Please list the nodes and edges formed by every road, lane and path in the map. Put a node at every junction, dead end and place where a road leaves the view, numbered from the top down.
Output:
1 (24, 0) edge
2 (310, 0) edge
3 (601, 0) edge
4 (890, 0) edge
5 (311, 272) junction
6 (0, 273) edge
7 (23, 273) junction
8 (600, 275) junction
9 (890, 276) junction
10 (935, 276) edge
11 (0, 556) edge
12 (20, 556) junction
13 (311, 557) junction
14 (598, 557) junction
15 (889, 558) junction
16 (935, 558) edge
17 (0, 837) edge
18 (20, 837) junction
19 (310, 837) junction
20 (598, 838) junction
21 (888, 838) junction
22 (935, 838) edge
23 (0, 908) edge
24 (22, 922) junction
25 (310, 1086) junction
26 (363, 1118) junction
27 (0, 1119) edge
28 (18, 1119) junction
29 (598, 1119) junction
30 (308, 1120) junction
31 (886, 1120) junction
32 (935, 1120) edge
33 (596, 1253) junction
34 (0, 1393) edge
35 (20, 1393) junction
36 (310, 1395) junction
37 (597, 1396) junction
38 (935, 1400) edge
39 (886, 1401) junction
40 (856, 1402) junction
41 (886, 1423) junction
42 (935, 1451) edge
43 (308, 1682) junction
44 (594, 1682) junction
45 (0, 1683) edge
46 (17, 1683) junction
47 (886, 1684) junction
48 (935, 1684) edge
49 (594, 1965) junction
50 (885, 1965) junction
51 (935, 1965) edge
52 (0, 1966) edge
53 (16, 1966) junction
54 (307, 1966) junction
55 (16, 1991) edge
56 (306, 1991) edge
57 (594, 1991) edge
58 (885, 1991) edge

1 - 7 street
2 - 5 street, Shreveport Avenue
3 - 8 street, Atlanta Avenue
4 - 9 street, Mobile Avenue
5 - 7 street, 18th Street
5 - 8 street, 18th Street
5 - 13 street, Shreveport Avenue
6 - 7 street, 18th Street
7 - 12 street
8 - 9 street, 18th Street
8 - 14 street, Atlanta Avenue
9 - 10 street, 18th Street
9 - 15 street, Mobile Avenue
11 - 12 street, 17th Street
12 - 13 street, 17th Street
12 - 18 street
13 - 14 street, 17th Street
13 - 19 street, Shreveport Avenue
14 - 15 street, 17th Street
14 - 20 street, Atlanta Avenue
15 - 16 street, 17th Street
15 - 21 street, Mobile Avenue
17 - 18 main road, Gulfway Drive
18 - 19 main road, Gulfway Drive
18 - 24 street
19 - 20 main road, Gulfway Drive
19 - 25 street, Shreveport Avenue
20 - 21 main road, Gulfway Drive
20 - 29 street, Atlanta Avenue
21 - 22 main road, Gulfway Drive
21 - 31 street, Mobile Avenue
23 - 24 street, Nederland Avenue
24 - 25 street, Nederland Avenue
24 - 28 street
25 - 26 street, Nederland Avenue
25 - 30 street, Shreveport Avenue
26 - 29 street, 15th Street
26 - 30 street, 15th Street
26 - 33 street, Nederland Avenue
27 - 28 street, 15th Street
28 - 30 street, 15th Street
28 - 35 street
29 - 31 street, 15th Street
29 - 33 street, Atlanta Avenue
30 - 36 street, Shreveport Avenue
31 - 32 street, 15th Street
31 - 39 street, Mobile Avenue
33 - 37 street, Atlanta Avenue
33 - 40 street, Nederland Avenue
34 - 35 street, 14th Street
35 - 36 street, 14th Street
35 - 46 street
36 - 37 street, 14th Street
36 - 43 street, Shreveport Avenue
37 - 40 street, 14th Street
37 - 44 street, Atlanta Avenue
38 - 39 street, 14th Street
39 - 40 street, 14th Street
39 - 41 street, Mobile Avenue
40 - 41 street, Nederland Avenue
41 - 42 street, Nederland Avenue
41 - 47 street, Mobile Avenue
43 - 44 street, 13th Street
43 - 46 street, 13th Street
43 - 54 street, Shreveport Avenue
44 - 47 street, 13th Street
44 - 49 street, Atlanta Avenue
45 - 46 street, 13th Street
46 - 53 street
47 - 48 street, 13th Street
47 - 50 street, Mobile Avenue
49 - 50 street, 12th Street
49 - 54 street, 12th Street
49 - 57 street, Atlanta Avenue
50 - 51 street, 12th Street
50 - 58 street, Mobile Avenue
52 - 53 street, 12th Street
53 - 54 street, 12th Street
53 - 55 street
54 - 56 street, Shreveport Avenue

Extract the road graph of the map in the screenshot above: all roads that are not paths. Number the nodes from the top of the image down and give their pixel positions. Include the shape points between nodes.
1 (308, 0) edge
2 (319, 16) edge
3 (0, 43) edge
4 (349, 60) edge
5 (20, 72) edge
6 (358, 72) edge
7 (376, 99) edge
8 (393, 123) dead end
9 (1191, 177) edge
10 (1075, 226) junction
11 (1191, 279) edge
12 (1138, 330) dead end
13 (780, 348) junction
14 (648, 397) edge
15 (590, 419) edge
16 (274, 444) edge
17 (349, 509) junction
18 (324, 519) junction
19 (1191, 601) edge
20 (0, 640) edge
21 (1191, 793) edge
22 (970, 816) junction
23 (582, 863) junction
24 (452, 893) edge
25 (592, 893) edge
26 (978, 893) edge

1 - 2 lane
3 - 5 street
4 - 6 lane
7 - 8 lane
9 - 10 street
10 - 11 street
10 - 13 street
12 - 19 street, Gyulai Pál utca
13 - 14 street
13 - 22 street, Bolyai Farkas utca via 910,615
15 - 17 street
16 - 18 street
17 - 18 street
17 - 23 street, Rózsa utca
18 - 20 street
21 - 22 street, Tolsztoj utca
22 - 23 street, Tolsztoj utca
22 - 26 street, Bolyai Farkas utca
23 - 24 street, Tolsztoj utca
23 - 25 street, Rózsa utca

**WORK ITEM**
Among the lines above, find each one containing the string "Rózsa" and copy it.

**TASK SOLUTION**
17 - 23 street, Rózsa utca
23 - 25 street, Rózsa utca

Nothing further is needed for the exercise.